With a popular uprising that eventually ousted Tunisia’s own president-for-life, will Tunisia’s Jasmine Revolution eventually liberate the Arab world and the rest of Gulf state countries from their respective despots?
By: Ringo Bones
Named after Tunisia’s national flower the Jasmine Revolution – or similar popular uprisings - now on-going in Egypt and has just started, according to the BBC, in Jordan. Has been seen not just by Gulf State citizens but by everyone in the world as well as the pivotal moment that could eventually depose various despots and self-styled president-for-life type rulers in the Arab world. But will it really be successful in liberating the Arab world of long-ruling despots in a relatively peaceful manner?
With the Tunisian uprising still unfinished due to the personnel of the previous despotic regime are still in their posts and the tragic death toll from the clashes between soldiers and demonstrators calling for the ousting of President Hosni Mubarak in Egypt hovered around 30 by Saturday, January 29, 2011, the on-going revolution in the Arab world – dubbed as their Solidarity Movement of Gdansk Port / Fall of the Berlin Wall moment by political pundits – doesn’t seem to be resolving as peacefully as previously thought. And many top-level geopolitical analysts here in the West have fears that the Egyptian uprising might devolve into a Tiananmen Square style bloodbath.
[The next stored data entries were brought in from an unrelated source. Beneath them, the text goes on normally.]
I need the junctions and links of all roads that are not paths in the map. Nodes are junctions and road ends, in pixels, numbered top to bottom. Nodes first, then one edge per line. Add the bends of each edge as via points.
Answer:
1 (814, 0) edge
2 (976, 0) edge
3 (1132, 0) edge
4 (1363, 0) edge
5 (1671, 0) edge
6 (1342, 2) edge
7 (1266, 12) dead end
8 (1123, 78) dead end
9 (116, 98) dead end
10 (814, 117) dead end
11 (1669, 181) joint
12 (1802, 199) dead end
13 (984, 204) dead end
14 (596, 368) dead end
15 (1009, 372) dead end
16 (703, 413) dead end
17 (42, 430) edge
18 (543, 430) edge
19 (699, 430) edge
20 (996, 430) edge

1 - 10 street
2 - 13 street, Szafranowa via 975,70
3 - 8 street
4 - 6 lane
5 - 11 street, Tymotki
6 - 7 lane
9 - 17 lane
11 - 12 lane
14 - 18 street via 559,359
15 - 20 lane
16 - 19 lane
The current Gulf State uprising is primarily aided by the clarion-call of existing Internet-based on-line social networks like Twitter and Facebook in organizing their rallies. Demonstrators in Egypt are rallying around Nobel laureate and former IAEA head Mohamed ElBaradei and could catapult ElBaradei as the potential replacement of president-for-life Hosni Mubarak who had ruled Egypt under emergency rule since the assassination of President Anwar Sadat back in 1981. Only time will tell if the liberation of the Arab World from its despots will be a relatively peaceful one.